» **WHAT THE EXERCISE ASKS**
Show all lines from the material that carry the word "Burk".

» **EXERCISE MATERIAL**
━━━━━━
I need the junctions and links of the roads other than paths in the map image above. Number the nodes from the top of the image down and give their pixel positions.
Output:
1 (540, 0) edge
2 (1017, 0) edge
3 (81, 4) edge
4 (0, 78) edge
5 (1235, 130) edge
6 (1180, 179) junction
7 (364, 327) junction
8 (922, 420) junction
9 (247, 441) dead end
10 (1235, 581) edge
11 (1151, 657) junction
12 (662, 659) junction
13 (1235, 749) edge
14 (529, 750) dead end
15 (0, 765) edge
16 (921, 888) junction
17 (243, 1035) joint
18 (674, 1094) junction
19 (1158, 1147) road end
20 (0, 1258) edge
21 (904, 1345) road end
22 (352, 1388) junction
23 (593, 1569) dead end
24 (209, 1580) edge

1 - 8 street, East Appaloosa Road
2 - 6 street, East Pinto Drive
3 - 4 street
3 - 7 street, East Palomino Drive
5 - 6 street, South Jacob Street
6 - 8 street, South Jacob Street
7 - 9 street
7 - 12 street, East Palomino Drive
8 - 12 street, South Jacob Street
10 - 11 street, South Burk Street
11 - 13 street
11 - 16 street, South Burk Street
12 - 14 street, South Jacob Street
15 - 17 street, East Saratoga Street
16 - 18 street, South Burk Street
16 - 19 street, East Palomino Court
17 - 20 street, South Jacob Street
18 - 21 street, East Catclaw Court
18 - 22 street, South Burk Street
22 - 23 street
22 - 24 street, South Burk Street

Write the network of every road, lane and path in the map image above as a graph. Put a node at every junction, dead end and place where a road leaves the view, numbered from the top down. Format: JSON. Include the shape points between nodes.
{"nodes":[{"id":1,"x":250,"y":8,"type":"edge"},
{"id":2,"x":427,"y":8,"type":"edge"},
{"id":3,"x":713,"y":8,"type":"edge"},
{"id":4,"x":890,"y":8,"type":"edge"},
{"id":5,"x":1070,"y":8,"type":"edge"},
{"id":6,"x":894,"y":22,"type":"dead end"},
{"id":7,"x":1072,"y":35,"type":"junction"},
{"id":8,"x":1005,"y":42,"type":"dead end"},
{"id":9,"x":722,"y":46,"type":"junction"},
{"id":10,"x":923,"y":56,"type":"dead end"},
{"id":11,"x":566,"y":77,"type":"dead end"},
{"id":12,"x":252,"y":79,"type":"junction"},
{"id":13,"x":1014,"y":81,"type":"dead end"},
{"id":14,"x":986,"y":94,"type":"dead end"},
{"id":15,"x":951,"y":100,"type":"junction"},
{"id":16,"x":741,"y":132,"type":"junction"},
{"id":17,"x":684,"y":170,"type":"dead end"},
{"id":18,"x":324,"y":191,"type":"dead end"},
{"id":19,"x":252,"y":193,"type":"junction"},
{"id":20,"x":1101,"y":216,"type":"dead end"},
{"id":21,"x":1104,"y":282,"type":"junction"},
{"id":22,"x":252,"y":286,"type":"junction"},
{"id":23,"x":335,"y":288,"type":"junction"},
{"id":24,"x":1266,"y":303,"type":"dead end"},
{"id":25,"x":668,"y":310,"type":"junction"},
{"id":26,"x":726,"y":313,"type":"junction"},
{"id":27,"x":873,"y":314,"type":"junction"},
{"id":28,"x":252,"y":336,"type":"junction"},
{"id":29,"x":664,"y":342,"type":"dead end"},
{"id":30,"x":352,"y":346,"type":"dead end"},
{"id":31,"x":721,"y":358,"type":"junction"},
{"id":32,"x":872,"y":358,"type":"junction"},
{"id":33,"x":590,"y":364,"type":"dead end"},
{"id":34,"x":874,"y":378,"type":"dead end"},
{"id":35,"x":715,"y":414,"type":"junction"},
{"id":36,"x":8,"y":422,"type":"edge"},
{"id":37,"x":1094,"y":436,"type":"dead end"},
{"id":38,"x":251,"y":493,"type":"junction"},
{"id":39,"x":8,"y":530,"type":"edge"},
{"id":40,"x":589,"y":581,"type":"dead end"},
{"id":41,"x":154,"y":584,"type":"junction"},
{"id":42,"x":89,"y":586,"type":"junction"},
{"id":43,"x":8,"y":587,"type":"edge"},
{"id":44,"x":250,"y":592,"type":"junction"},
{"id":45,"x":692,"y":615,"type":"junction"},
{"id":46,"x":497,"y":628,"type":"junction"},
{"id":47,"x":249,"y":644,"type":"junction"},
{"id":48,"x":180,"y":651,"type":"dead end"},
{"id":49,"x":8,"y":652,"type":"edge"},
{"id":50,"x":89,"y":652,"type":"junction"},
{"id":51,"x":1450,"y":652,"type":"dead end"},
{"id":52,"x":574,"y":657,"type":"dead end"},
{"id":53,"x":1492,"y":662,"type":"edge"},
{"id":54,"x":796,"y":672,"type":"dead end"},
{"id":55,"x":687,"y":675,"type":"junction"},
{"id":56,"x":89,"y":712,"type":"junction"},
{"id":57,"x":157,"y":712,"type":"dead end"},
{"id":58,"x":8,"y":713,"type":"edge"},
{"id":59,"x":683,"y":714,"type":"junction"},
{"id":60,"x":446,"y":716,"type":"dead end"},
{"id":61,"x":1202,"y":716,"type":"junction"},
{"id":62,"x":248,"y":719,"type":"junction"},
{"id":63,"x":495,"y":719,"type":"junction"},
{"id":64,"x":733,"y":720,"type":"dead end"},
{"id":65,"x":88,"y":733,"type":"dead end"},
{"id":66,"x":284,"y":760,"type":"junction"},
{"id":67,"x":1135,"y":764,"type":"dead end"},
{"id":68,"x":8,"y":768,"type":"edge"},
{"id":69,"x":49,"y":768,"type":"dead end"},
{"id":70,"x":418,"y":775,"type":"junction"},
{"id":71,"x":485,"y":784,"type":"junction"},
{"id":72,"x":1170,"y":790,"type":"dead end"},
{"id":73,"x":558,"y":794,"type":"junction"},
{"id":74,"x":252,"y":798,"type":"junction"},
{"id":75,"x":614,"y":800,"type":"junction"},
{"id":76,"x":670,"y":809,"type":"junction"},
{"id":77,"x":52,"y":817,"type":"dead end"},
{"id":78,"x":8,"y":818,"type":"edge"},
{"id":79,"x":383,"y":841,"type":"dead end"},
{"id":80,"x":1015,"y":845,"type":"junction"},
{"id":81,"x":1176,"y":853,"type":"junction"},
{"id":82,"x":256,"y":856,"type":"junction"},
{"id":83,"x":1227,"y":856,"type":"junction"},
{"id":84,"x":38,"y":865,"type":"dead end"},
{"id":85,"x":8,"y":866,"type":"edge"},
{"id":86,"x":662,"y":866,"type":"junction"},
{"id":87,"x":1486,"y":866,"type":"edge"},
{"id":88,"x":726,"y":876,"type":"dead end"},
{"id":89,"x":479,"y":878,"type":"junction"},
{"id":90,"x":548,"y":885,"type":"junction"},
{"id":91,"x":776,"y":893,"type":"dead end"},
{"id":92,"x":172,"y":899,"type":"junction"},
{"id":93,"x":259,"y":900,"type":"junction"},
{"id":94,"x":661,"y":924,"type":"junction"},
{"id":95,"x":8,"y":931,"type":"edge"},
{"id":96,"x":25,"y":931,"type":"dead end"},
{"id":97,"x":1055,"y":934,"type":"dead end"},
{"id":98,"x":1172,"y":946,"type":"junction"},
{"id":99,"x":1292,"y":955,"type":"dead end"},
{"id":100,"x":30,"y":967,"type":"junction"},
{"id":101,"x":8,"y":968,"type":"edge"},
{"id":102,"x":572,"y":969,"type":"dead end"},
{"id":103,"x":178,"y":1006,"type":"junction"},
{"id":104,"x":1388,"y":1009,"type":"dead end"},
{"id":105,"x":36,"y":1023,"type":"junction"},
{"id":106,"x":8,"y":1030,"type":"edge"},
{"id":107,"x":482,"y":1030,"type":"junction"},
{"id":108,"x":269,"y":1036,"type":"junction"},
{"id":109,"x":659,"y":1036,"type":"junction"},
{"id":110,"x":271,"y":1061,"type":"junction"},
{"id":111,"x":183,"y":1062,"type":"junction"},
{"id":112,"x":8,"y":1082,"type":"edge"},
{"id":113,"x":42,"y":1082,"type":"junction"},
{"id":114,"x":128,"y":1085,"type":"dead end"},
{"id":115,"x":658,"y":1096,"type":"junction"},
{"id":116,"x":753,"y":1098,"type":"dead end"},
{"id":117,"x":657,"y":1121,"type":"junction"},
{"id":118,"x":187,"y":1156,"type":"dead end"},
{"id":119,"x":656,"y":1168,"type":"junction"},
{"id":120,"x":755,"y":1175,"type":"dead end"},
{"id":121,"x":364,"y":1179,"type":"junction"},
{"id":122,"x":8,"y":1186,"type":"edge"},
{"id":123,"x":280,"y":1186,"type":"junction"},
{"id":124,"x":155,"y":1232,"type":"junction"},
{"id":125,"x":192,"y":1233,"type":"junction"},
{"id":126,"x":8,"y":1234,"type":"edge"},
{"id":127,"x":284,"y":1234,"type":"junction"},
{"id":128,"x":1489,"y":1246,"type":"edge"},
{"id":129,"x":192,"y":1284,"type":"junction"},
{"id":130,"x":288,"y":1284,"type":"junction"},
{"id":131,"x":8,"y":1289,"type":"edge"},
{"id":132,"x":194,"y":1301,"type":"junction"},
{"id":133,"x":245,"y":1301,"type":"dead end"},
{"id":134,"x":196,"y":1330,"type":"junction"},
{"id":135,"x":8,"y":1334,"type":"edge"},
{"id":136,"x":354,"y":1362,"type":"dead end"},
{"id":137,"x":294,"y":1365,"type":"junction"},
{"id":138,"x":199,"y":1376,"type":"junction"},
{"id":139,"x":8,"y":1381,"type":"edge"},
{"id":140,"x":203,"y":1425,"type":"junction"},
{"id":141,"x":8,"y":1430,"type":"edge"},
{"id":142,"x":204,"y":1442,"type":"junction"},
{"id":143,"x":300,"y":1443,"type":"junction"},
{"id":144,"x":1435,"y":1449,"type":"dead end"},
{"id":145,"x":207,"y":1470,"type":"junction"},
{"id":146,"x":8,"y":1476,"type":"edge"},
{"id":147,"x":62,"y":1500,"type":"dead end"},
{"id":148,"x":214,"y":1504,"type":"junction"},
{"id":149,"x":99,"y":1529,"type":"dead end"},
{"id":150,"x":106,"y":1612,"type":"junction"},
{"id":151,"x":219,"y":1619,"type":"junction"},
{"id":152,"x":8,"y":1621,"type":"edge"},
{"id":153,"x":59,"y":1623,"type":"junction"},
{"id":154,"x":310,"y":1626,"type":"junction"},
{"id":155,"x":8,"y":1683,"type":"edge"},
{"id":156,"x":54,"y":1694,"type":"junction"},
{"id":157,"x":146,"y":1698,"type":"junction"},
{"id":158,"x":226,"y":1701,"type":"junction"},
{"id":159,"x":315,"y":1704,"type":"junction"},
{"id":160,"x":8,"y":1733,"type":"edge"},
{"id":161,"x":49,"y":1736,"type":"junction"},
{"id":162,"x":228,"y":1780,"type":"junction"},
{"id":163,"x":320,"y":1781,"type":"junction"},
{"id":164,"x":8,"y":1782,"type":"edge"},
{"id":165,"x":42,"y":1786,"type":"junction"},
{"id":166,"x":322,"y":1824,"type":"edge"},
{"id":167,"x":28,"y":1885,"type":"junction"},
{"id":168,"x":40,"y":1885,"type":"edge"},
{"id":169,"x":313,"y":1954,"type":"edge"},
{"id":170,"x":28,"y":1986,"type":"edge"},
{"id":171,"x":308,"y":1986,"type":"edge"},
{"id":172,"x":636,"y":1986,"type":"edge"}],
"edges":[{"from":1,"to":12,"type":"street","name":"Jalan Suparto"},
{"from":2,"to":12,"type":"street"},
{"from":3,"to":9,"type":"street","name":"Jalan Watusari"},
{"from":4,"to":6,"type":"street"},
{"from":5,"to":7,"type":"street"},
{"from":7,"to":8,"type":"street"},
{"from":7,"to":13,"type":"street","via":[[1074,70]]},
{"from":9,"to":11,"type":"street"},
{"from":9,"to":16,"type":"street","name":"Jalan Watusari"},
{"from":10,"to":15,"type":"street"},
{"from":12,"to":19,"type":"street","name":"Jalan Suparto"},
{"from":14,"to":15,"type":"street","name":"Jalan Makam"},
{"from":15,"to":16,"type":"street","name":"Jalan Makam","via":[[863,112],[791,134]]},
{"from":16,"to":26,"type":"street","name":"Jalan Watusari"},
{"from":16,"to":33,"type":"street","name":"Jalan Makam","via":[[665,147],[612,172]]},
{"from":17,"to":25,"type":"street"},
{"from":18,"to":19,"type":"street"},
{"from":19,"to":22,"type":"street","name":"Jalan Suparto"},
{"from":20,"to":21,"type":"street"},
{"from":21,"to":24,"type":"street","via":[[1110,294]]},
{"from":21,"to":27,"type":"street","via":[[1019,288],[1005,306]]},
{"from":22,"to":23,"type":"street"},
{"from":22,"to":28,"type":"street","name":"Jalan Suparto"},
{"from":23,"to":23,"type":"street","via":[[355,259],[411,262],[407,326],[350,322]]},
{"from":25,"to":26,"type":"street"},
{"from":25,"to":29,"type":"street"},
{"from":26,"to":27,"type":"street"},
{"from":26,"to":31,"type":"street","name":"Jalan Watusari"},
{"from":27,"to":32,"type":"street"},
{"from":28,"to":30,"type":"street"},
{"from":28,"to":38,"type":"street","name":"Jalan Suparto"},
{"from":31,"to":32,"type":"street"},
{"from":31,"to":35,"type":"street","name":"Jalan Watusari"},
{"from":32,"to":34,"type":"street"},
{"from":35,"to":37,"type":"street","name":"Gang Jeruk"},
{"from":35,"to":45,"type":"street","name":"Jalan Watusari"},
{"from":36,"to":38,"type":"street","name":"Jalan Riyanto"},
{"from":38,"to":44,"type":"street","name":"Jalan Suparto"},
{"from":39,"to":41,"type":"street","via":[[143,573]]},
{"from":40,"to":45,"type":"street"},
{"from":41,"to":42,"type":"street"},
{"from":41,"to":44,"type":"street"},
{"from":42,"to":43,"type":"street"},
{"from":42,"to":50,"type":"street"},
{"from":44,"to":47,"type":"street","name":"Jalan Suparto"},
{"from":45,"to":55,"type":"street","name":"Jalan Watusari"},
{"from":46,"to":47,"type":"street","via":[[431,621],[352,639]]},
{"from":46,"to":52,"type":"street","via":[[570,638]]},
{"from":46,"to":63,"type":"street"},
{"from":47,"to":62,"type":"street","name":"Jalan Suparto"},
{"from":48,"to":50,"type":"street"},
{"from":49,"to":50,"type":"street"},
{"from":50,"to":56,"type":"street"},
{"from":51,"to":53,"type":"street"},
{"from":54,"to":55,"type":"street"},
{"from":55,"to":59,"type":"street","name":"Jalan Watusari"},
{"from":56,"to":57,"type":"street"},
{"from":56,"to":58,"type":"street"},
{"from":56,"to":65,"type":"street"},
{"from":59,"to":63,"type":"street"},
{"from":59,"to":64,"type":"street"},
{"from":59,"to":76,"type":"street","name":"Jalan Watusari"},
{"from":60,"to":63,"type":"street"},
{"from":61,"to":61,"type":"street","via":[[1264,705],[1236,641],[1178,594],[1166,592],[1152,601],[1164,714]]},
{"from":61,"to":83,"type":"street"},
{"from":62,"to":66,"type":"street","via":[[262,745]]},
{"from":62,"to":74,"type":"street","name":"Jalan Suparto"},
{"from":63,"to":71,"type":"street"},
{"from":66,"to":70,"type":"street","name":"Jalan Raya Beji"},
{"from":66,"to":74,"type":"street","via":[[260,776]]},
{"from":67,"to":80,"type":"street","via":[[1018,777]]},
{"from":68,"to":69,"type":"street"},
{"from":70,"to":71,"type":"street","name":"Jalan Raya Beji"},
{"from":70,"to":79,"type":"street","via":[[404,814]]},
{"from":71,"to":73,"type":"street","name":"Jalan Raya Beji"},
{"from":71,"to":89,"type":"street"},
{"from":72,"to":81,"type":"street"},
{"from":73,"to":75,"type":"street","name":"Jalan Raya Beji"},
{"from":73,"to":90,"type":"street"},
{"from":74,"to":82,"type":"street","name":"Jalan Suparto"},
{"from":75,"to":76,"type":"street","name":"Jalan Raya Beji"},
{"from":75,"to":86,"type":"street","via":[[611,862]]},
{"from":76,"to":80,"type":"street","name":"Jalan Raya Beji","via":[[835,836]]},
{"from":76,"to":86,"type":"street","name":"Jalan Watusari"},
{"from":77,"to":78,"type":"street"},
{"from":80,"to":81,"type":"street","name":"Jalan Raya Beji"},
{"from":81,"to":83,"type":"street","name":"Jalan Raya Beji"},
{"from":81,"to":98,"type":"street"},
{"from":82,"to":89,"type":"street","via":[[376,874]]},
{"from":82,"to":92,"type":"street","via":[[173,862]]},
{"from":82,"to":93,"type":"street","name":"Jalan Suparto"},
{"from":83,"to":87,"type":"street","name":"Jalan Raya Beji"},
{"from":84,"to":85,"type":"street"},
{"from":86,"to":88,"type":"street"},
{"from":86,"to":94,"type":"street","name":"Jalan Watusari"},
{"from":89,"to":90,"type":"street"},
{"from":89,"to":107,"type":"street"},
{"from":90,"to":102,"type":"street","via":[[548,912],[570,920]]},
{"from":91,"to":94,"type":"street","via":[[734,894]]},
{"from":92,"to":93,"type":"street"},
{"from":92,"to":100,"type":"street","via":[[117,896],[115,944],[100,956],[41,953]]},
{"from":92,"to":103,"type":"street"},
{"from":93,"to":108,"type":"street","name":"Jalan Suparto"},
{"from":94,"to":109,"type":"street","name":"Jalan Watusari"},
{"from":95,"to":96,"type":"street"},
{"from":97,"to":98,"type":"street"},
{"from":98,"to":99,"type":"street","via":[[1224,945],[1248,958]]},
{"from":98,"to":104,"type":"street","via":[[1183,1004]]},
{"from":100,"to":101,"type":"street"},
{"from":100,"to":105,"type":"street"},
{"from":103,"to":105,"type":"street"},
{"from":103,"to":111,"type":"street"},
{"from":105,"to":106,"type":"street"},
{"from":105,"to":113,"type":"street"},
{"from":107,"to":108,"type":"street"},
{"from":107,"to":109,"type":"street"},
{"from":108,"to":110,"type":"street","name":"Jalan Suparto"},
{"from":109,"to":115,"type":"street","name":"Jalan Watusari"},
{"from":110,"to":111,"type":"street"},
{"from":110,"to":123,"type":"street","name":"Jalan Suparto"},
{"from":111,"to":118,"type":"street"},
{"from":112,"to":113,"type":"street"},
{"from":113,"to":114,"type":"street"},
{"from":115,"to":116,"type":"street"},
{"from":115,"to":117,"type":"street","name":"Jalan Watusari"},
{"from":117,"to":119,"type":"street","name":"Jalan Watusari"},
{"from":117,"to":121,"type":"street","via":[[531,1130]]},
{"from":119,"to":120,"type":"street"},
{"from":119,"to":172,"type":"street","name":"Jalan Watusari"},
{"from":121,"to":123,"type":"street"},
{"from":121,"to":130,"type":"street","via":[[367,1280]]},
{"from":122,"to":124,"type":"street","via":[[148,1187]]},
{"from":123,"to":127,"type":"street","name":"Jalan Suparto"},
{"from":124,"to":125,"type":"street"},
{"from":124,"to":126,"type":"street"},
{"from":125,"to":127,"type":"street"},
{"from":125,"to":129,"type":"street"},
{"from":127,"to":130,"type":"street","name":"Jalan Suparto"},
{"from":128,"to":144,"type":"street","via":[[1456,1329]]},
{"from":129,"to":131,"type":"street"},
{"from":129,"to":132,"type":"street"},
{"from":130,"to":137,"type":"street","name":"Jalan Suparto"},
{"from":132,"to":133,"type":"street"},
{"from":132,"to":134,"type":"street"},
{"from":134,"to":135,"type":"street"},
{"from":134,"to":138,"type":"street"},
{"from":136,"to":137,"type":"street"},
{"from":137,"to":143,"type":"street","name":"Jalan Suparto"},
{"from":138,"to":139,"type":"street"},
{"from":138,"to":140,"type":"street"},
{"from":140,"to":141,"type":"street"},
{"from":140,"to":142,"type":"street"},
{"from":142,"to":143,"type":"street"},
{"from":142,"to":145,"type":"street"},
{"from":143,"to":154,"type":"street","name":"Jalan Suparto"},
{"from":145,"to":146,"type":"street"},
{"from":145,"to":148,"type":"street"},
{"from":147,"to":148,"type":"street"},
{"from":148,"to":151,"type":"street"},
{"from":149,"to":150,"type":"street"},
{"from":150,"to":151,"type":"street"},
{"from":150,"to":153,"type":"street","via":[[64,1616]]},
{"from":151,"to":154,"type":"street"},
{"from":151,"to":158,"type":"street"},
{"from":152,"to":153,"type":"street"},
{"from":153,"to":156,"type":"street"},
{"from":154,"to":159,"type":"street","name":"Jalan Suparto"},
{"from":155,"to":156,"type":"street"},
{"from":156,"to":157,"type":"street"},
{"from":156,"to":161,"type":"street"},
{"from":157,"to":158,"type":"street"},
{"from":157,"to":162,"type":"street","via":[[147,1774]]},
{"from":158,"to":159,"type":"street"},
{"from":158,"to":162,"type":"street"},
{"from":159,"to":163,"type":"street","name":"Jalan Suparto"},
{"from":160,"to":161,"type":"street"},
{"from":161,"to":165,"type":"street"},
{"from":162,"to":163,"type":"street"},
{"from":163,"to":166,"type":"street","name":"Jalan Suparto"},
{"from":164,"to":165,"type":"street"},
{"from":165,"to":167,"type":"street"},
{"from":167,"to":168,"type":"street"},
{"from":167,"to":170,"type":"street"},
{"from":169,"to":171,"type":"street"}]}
━━━━━━
» **OUTPUT BELOW**
10 - 11 street, South Burk Street
11 - 16 street, South Burk Street
16 - 18 street, South Burk Street
18 - 22 street, South Burk Street
22 - 24 street, South Burk Street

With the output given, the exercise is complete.